= What you are asked to do =
What lines of the data below include the word "Castleton"? Report them by copying each.
+--
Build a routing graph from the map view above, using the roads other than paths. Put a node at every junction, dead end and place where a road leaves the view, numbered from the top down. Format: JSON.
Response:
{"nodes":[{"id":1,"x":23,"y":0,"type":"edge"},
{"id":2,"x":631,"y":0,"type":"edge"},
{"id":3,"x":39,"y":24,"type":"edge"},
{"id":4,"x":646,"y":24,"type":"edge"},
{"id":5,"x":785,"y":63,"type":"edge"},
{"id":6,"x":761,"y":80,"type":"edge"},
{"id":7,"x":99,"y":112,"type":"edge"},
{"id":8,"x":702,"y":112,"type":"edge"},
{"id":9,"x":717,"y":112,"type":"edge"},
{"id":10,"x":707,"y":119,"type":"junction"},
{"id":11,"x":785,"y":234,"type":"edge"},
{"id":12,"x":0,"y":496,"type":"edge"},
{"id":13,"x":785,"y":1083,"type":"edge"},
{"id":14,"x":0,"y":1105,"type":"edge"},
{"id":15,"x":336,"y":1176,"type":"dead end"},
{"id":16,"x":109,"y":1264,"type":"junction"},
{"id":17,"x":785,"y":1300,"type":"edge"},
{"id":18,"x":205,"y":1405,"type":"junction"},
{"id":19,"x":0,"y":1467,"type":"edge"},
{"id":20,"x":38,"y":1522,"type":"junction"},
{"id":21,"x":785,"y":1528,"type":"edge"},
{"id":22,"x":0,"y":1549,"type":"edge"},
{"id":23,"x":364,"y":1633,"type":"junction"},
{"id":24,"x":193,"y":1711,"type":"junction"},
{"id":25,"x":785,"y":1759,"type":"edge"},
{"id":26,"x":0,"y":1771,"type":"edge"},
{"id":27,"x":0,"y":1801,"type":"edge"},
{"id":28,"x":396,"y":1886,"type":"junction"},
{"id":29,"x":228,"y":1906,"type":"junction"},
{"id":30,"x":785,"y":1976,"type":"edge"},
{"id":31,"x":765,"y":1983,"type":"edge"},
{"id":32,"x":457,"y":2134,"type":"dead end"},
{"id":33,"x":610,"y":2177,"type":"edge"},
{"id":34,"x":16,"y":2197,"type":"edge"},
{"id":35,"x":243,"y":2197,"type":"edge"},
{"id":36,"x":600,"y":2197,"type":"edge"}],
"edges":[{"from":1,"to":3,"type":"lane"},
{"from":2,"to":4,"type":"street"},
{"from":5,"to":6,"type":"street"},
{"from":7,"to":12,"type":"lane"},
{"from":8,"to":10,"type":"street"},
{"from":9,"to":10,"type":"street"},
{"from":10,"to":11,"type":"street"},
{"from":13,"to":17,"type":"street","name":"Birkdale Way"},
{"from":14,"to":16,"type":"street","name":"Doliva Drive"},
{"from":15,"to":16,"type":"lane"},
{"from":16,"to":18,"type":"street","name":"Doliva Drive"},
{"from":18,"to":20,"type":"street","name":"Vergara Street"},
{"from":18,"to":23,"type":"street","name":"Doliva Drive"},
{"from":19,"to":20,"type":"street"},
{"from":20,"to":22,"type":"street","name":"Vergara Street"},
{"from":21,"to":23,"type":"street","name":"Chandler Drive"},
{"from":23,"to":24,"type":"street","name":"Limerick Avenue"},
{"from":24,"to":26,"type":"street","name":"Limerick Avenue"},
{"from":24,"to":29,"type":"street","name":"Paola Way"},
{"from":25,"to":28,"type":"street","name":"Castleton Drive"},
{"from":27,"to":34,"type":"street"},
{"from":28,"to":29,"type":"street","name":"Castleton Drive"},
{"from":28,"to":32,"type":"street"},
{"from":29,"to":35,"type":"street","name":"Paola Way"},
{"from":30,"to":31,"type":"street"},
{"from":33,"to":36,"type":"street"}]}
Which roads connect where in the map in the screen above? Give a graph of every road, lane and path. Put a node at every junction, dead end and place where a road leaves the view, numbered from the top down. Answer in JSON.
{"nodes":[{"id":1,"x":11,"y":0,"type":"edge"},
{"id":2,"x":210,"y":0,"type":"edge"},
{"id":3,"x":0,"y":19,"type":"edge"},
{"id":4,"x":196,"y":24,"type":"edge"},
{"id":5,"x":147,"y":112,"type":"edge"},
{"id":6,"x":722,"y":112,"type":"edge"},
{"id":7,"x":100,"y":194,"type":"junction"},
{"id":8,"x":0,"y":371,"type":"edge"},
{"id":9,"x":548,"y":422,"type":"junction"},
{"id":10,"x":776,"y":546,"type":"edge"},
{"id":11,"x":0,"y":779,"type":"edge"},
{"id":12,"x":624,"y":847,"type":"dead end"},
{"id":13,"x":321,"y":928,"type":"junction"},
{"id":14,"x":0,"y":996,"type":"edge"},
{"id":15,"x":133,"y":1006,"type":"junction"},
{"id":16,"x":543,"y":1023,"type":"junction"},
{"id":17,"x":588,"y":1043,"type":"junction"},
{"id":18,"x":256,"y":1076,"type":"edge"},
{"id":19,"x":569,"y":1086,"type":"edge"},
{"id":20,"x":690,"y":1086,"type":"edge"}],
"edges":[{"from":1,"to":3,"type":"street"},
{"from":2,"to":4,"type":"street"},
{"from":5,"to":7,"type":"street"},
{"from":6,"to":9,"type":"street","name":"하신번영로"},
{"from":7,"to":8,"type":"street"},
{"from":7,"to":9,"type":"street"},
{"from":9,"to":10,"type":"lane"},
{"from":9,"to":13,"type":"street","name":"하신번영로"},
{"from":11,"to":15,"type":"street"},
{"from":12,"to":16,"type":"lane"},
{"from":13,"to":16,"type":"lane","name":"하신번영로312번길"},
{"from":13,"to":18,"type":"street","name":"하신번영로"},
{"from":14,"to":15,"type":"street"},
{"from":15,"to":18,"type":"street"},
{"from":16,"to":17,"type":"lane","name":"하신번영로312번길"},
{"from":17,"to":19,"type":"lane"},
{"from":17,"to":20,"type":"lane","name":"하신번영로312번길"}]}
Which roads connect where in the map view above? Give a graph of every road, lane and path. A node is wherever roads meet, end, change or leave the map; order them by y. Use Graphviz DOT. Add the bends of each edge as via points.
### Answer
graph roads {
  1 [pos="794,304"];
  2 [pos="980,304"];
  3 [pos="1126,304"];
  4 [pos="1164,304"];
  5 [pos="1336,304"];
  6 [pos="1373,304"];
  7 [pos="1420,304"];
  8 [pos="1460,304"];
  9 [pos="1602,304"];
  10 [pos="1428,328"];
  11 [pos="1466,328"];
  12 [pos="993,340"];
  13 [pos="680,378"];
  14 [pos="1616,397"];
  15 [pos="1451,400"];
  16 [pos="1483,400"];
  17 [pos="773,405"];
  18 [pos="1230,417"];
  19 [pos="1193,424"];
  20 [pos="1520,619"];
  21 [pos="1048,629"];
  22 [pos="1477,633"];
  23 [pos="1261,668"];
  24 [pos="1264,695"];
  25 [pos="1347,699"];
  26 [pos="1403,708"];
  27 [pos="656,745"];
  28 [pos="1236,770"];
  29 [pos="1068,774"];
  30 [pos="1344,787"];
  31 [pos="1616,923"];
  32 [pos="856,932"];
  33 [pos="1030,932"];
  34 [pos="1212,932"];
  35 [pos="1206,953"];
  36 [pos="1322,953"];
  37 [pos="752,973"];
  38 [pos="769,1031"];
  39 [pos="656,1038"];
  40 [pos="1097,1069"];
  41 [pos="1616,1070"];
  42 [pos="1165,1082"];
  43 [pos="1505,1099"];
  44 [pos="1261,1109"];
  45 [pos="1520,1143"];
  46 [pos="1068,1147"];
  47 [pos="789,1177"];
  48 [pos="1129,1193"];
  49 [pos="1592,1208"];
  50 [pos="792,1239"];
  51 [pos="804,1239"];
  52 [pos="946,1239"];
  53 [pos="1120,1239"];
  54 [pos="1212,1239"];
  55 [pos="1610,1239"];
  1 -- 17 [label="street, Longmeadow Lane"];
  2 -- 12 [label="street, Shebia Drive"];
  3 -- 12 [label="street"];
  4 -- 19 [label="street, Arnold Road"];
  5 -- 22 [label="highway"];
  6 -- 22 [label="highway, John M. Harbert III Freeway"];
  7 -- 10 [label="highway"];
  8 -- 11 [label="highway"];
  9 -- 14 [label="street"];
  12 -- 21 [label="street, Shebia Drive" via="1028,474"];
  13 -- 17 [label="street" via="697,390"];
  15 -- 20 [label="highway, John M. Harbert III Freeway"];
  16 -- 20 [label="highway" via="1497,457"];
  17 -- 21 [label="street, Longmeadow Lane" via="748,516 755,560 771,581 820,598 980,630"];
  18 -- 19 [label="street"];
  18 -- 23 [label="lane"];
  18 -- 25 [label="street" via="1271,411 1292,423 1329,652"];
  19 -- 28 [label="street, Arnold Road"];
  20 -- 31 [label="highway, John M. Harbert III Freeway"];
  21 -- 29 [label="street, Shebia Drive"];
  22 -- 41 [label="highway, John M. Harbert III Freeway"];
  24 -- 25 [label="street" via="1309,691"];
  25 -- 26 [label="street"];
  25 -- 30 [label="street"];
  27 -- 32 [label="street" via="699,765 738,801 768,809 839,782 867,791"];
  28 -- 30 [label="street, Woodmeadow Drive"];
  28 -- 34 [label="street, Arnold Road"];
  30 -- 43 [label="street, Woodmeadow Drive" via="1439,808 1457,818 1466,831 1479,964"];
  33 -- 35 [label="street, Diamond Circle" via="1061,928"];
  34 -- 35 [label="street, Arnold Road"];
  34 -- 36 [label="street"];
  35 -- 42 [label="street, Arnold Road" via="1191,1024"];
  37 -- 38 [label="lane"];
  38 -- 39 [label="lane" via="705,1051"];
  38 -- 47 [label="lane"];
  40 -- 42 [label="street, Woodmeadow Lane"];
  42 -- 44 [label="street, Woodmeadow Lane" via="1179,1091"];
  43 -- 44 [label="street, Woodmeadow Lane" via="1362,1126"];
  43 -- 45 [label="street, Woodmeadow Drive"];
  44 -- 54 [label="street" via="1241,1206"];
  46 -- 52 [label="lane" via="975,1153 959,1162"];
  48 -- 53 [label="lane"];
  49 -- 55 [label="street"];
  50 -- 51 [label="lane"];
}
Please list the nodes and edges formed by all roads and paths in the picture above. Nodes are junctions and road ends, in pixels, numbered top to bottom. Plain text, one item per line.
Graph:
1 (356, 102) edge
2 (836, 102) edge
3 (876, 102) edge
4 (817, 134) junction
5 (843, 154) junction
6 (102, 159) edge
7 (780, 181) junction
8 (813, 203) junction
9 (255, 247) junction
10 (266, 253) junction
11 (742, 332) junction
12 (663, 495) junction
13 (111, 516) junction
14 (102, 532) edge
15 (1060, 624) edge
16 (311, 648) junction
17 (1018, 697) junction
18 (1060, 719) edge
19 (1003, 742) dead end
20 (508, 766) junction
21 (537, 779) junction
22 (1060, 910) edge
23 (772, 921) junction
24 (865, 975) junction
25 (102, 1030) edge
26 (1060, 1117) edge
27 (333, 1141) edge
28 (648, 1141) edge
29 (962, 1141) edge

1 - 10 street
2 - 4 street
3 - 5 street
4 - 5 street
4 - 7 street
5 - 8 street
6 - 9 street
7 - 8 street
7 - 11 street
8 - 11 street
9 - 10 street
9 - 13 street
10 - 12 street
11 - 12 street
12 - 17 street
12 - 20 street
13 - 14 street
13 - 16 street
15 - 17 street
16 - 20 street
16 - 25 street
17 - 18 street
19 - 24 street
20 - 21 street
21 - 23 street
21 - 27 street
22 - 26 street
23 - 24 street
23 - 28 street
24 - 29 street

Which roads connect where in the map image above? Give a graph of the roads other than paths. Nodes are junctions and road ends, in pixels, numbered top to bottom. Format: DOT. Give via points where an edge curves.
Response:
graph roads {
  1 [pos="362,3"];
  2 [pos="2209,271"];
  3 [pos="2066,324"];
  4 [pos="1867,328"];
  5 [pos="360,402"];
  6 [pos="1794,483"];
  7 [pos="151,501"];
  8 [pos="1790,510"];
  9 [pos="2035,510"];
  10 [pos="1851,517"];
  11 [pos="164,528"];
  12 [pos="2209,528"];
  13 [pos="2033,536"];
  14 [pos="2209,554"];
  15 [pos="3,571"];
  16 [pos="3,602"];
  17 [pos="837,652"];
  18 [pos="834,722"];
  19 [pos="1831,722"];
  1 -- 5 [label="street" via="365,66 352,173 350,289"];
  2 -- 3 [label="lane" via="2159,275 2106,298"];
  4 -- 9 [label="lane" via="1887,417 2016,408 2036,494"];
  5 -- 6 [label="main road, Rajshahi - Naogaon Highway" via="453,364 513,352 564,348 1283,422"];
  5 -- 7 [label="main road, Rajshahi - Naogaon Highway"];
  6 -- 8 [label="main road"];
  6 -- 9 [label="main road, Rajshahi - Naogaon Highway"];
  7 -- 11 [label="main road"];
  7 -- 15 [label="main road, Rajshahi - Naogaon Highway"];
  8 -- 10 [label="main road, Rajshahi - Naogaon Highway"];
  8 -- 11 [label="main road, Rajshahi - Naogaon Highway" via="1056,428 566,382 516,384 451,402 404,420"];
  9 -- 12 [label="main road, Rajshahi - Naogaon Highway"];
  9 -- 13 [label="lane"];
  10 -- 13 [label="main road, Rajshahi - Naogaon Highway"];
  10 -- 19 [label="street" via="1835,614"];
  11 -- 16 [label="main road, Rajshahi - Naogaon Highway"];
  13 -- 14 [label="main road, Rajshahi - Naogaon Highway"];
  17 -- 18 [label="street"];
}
+--
= Answer for the task =
{"from":25,"to":28,"type":"street","name":"Castleton Drive"},
{"from":28,"to":29,"type":"street","name":"Castleton Drive"},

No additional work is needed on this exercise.